Israël : le parlement donne un premier feu vert à l’annexion de la Cisjordanie

Publié le par FSC

Pierre Barbancey
L'Humanité du 22 octobre 2025

 

Le texte visant à appliquer la souveraineté israélienne sur l’ensemble de la Cisjordanie, a été adopté en lecture préliminaire par 25 députés pour et 24 contre. Un faible écart de voix qui s’explique par la manœuvre du parti de Netanyahou, le Likoud, dont les élus se sont abstenus.© REUTERS/Ronen Zvulun/File Photo

 

Alors que le vice-président états-unien est sur place, la Knesset s’est prononcée pour l’examen de deux projets de loi visant à étendre la souveraineté israélienne dans le territoire occupé. « Nous ne sommes pas un protectorat des États-Unis », a déclaré Netanyahou.
Benyamin Netanyahou a bien compris que la partie qui se joue est serrée. Si, jusqu’à présent, le soutien des États-Unis lui a été totalement acquis, il sait que ce n’est plus totalement le cas, notamment parce que Washington, pour ses propres intérêts, a besoin d’associer les pays arabes et musulmans, y compris en autorisant une force multinationale à s’installer dans la bande de Gaza. Si J. D. Vance se trouve actuellement en Israël, c’est parce qu’il sent bien que, pour empêcher cette présence militaire arabe, Netanyahou est prêt à briser le cessez-le-feu au moindre prétexte.
D’où cette inhabituelle sortie du premier ministre israélien, ce mercredi 22 octobre, avant sa rencontre à Jérusalem avec le vice-président états-unien, via un communiqué : « Nous ne sommes pas un protectorat des États-Unis. C’est Israël qui décidera de sa sécurité. » Vance a reconnu que la route vers la paix était semée d’embûches, tout en s’efforçant de maintenir un ton optimiste. Est-ce que cela sera suffisant ? Rien n’est moins sûr, même si, après le président et le vice-président, le secrétaire d’État, Marco Rubio, se rendra sur place vendredi.

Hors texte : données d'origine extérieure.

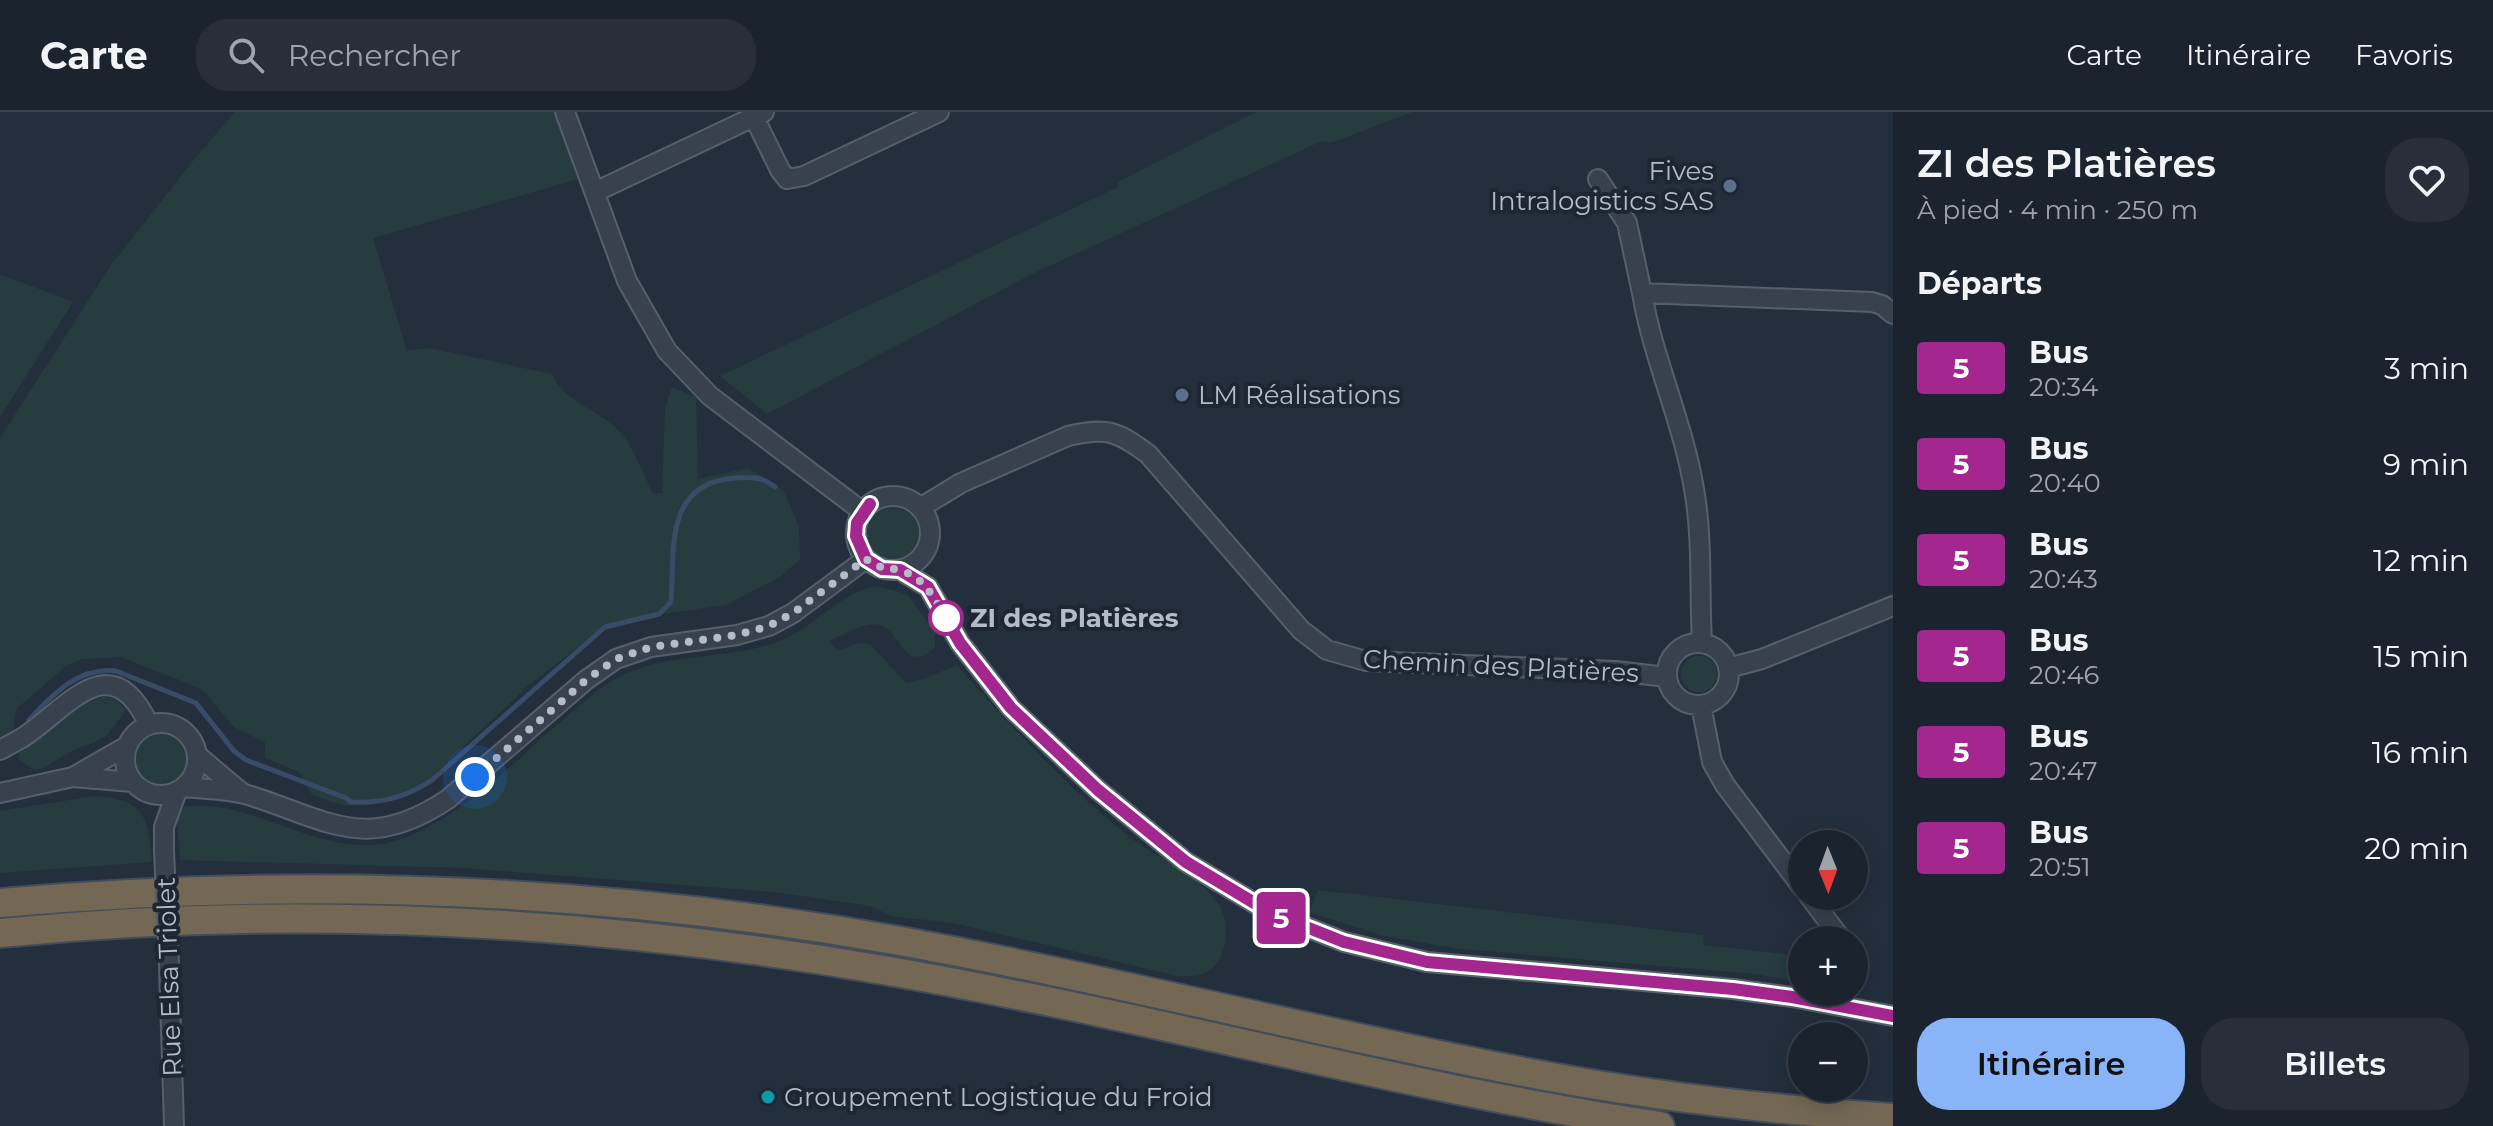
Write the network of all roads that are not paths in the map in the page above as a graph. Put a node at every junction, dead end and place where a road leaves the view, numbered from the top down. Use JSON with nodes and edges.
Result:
{"nodes":[{"id":1,"x":565,"y":112,"type":"edge"},
{"id":2,"x":939,"y":112,"type":"edge"},
{"id":3,"x":759,"y":114,"type":"edge"},
{"id":4,"x":907,"y":118,"type":"edge"},
{"id":5,"x":1598,"y":179,"type":"dead end"},
{"id":6,"x":595,"y":192,"type":"junction"},
{"id":7,"x":1642,"y":293,"type":"junction"},
{"id":8,"x":1893,"y":314,"type":"edge"},
{"id":9,"x":920,"y":508,"type":"junction"},
{"id":10,"x":863,"y":512,"type":"junction"},
{"id":11,"x":929,"y":543,"type":"junction"},
{"id":12,"x":866,"y":559,"type":"junction"},
{"id":13,"x":900,"y":570,"type":"junction"},
{"id":14,"x":928,"y":587,"type":"junction"},
{"id":15,"x":1893,"y":606,"type":"edge"},
{"id":16,"x":1702,"y":643,"type":"junction"},
{"id":17,"x":1728,"y":668,"type":"junction"},
{"id":18,"x":1667,"y":677,"type":"junction"},
{"id":19,"x":1701,"y":705,"type":"junction"},
{"id":20,"x":149,"y":725,"type":"junction"},
{"id":21,"x":127,"y":746,"type":"junction"},
{"id":22,"x":0,"y":750,"type":"edge"},
{"id":23,"x":197,"y":755,"type":"junction"},
{"id":24,"x":73,"y":777,"type":"junction"},
{"id":25,"x":133,"y":782,"type":"junction"},
{"id":26,"x":180,"y":789,"type":"junction"},
{"id":27,"x":0,"y":793,"type":"edge"},
{"id":28,"x":242,"y":793,"type":"junction"},
{"id":29,"x":151,"y":794,"type":"junction"},
{"id":30,"x":164,"y":827,"type":"junction"},
{"id":31,"x":1788,"y":868,"type":"edge"},
{"id":32,"x":0,"y":903,"type":"edge"},
{"id":33,"x":0,"y":933,"type":"edge"},
{"id":34,"x":1893,"y":1016,"type":"edge"},
{"id":35,"x":1893,"y":1118,"type":"edge"},
{"id":36,"x":174,"y":1126,"type":"edge"},
{"id":37,"x":1660,"y":1126,"type":"edge"}],
"edges":[{"from":1,"to":6,"type":"street"},
{"from":2,"to":4,"type":"street"},
{"from":3,"to":4,"type":"street"},
{"from":3,"to":6,"type":"street"},
{"from":5,"to":7,"type":"street"},
{"from":6,"to":10,"type":"street"},
{"from":7,"to":8,"type":"street"},
{"from":7,"to":16,"type":"street"},
{"from":9,"to":10,"type":"street"},
{"from":9,"to":11,"type":"street"},
{"from":9,"to":18,"type":"street","name":"Chemin des Platières"},
{"from":10,"to":12,"type":"street"},
{"from":11,"to":13,"type":"street"},
{"from":11,"to":14,"type":"street"},
{"from":12,"to":13,"type":"street"},
{"from":12,"to":28,"type":"street"},
{"from":13,"to":14,"type":"street"},
{"from":14,"to":34,"type":"street"},
{"from":15,"to":17,"type":"street"},
{"from":16,"to":17,"type":"street"},
{"from":16,"to":18,"type":"street"},
{"from":17,"to":19,"type":"street"},
{"from":18,"to":19,"type":"street"},
{"from":19,"to":31,"type":"street"},
{"from":20,"to":21,"type":"street"},
{"from":20,"to":22,"type":"street"},
{"from":20,"to":23,"type":"street"},
{"from":21,"to":24,"type":"street"},
{"from":21,"to":25,"type":"street"},
{"from":23,"to":26,"type":"street"},
{"from":23,"to":28,"type":"street"},
{"from":24,"to":25,"type":"street"},
{"from":24,"to":27,"type":"street"},
{"from":25,"to":29,"type":"street"},
{"from":26,"to":28,"type":"street"},
{"from":26,"to":29,"type":"street"},
{"from":26,"to":30,"type":"street","name":"Rue Elsa Triolet"},
{"from":29,"to":30,"type":"street","name":"Rue Elsa Triolet"},
{"from":30,"to":36,"type":"street","name":"Rue Elsa Triolet","bridge":true},
{"from":32,"to":35,"type":"highway"},
{"from":33,"to":37,"type":"highway"}]}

La Cisjordanie toujours dans le viseur


Car Israël semble maintenant décidé à passer la vitesse supérieure dans son projet. S’il lui faut oublier Gaza, il n’en est pas question s’agissant de la Cisjordanie. Le Parlement israélien (Knesset) s’est prononcé mercredi pour l’examen de deux projets de loi visant à étendre la souveraineté israélienne en Cisjordanie occupée, et ce en pleine visite de J. D. Vance en Israël.
Le premier texte, proposé par le chef du parti nationaliste Israel Beiteinou (opposition), Avigdor Lieberman, visant à étendre la souveraineté israélienne à Maale Adumim, une colonie de plus de 40 000 habitants située juste à l’est de Jérusalem, a été adopté par 32 députés contre 9.
Le second, proposé par le député d’extrême droite Avi Maoz, maintenant dans l’opposition après avoir appartenu à la coalition au pouvoir, visant à appliquer la souveraineté israélienne sur l’ensemble de la Cisjordanie, a été adopté en lecture préliminaire par 25 députés pour et 24 contre.


Un faible écart de voix qui s’explique par la manœuvre du parti de Netanyahou, le Likoud. Ses députés se sont abstenus, histoire de ne pas s’attirer les foudres de Donald Trump. Le 26 septembre, ce dernier affirmait : « Je ne permettrai pas à Israël d’annexer la Cisjordanie. » Quinze jours auparavant, le premier ministre israélien prévenait : « Il n’y aura pas d’État palestinien. »
En revanche, Washington et Tel-Aviv s’entendent pour ne pas se conformer au droit international. Ce 22 octobre, la Cour internationale de justice (CIJ) a estimé qu’« en tant que puissance occupante, Israël est tenu de garantir les besoins fondamentaux de la population locale, y compris les fournitures essentielles à sa survie ».
En conséquence, il était tenu de faciliter l’acheminement de l’aide à Gaza, notamment celle fournie par l’agence des Nations unies pour les réfugiés palestiniens, l’Unrwa. Mercredi soir, le passage de Rafah était toujours fermé.